## [What needs to be done]
Filter the entries beneath this task, copying only the lines that hold the word "first".
####################
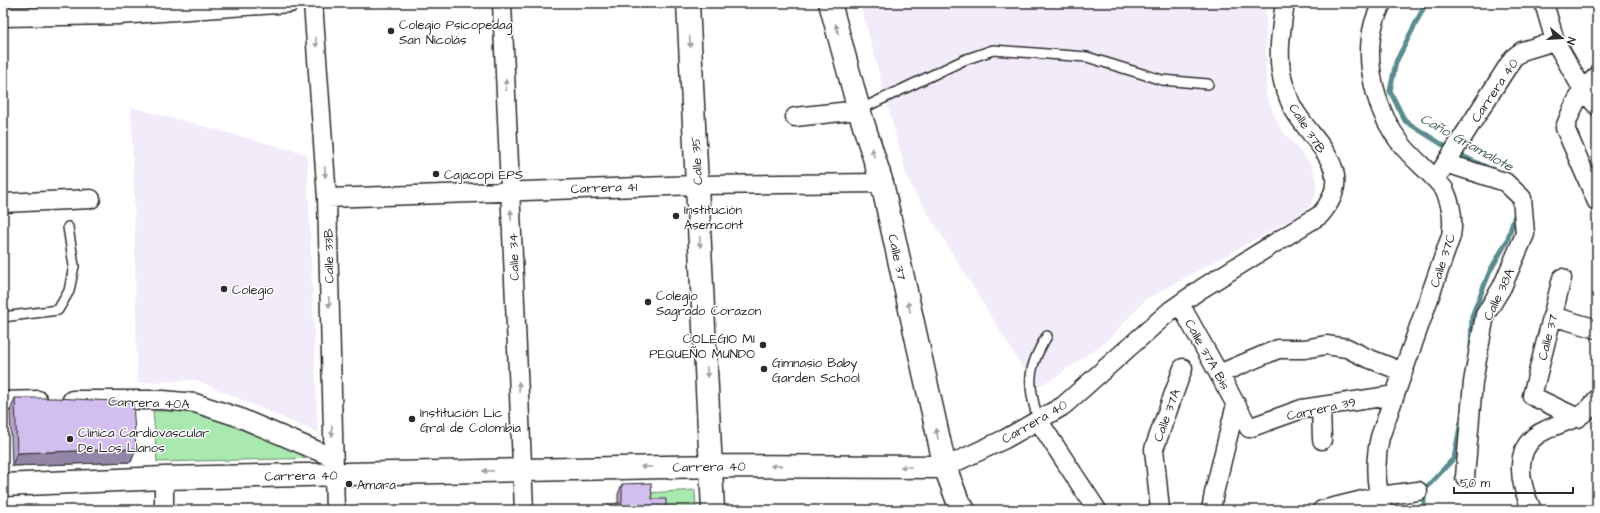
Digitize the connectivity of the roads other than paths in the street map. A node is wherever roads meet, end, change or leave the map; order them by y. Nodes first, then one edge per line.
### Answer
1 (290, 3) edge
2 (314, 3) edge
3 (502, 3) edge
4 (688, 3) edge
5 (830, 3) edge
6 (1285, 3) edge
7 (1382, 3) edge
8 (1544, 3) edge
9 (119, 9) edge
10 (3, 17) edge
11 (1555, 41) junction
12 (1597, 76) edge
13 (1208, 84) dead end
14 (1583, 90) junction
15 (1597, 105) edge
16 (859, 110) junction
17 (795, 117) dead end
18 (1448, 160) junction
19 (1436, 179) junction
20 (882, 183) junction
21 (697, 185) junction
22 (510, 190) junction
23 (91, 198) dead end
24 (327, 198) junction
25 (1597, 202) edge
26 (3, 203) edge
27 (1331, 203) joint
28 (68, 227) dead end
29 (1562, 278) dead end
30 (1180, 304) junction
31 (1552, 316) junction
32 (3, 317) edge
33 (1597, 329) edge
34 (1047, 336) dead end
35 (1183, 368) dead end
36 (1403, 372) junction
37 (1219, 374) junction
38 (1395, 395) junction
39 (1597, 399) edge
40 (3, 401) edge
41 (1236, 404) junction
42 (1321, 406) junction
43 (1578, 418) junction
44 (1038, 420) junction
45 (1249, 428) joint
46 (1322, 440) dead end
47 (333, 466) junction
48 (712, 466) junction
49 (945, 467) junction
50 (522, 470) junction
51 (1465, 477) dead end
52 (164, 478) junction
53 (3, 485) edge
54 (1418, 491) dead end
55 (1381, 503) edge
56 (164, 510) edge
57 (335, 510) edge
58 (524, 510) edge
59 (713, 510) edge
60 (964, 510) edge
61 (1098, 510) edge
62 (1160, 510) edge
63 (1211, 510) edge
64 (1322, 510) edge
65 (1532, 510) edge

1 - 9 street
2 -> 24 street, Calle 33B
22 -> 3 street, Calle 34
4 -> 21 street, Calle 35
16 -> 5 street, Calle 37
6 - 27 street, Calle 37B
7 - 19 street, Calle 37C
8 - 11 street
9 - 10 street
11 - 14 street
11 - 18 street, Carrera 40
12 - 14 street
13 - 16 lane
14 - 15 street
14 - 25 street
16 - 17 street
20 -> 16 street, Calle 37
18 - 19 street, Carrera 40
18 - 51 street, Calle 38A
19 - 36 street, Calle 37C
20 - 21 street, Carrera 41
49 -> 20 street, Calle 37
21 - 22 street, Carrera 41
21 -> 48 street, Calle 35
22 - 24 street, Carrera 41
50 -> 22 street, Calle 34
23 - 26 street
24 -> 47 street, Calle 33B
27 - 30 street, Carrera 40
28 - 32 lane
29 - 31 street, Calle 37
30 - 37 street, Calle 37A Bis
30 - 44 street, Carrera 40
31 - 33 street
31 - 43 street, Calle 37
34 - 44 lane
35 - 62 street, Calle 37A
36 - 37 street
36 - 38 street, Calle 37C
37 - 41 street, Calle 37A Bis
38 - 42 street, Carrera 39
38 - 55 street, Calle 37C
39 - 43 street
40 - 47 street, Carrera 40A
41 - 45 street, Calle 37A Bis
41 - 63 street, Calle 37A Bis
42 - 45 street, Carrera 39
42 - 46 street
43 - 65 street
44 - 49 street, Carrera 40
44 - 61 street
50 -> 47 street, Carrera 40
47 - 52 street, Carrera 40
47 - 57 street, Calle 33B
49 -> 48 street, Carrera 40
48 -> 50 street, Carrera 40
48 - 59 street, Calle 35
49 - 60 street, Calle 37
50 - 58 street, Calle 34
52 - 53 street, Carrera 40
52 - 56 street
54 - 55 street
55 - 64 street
####################
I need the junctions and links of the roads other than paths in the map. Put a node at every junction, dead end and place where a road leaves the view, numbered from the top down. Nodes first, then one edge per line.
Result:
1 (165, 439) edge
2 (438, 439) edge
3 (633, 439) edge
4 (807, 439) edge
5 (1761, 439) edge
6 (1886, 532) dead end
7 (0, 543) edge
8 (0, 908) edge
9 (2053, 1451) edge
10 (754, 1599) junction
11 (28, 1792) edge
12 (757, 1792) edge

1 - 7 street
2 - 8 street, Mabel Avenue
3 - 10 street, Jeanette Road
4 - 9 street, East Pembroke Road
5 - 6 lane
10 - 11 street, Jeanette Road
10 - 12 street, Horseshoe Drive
####################
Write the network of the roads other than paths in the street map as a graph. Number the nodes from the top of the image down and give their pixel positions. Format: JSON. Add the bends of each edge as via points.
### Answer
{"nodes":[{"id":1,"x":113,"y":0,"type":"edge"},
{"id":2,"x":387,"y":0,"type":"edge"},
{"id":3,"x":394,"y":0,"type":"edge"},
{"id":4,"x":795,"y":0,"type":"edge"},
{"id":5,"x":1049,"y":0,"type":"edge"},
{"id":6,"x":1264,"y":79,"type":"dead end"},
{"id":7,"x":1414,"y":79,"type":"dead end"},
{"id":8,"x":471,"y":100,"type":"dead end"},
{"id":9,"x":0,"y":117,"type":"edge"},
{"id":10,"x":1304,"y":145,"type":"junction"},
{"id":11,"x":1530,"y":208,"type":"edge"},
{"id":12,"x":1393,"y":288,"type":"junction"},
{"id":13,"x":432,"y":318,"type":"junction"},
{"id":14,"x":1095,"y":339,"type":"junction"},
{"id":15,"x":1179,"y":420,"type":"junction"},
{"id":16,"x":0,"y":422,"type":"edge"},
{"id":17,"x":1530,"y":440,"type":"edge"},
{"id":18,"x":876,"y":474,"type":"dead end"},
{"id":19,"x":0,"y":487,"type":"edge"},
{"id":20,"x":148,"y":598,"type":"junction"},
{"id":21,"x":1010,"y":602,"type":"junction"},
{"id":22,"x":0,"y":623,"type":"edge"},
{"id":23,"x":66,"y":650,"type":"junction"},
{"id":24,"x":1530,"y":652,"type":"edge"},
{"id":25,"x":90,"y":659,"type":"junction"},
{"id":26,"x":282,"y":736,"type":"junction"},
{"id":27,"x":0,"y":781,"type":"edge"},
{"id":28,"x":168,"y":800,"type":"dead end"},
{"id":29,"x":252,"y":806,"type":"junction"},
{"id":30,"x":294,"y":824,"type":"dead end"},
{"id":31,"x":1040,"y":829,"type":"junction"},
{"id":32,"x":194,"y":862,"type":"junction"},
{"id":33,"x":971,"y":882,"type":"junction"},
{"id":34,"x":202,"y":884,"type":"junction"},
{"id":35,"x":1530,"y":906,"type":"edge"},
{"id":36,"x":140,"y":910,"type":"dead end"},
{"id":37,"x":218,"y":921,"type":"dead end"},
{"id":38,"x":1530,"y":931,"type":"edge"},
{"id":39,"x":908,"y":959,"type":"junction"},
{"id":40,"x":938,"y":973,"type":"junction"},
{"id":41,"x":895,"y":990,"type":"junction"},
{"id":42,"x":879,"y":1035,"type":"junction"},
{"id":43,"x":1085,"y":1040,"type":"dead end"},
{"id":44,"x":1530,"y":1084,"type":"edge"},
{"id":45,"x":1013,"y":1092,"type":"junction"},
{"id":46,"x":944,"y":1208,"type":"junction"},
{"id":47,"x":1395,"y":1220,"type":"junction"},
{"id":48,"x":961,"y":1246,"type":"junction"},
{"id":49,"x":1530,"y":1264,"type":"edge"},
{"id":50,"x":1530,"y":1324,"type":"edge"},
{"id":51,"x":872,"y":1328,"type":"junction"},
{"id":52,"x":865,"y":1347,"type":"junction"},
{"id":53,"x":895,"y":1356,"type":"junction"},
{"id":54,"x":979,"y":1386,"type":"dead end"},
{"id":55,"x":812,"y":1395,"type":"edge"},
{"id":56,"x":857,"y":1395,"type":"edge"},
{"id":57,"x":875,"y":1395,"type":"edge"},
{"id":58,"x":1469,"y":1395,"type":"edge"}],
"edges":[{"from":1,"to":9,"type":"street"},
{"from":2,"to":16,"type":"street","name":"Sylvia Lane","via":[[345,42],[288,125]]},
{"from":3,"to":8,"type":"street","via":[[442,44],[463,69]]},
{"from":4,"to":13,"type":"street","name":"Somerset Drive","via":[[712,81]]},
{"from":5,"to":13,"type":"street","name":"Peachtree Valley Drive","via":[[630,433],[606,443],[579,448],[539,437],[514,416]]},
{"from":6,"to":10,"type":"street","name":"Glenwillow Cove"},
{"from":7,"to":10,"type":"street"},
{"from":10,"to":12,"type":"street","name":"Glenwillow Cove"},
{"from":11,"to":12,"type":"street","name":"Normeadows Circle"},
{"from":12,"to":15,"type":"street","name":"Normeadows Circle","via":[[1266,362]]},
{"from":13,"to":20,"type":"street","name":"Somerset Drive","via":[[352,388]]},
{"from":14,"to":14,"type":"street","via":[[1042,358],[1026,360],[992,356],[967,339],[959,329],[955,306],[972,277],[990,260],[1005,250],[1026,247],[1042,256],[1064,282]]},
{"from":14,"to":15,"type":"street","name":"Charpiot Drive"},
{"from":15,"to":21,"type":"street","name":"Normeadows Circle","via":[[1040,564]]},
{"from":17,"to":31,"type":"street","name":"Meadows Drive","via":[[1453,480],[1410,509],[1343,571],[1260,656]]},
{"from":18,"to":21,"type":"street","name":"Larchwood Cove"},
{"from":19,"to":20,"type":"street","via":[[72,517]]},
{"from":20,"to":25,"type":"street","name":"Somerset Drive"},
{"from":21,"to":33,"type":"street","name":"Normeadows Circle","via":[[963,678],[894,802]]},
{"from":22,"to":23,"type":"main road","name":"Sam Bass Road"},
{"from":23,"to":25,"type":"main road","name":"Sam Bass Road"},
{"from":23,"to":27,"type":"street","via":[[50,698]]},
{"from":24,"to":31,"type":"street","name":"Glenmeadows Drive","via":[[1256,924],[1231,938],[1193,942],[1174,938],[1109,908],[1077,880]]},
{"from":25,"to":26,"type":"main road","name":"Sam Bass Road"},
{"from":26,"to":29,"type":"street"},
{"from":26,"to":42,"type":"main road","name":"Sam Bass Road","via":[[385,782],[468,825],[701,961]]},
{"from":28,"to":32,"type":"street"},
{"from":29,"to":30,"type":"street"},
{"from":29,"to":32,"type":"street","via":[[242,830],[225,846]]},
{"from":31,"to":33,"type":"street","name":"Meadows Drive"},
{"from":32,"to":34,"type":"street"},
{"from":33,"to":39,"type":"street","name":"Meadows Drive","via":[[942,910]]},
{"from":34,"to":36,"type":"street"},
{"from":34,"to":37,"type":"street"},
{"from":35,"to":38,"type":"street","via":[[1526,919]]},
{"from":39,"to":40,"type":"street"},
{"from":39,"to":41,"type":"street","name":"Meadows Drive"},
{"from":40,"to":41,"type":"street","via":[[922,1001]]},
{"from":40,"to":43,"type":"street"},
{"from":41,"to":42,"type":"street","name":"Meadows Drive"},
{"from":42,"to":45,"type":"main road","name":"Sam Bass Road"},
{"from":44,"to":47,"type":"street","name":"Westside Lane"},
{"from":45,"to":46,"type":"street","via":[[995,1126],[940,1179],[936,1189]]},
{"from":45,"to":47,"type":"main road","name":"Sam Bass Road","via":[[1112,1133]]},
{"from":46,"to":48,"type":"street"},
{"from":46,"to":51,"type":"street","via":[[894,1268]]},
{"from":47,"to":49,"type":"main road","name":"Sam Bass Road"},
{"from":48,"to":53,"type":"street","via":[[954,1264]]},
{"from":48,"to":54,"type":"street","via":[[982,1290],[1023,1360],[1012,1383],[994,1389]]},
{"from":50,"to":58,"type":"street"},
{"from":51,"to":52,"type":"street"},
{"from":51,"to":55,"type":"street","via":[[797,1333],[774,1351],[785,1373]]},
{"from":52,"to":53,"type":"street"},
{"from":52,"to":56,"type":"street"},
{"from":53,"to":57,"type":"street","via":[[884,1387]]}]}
####################
## [Answer box]
Digitize the connectivity of the roads other than paths in the street map. A node is wherever roads meet, end, change or leave the map; order them by y. Nodes first, then one edge per line.
I need the junctions and links of the roads other than paths in the map. Put a node at every junction, dead end and place where a road leaves the view, numbered from the top down. Nodes first, then one edge per line.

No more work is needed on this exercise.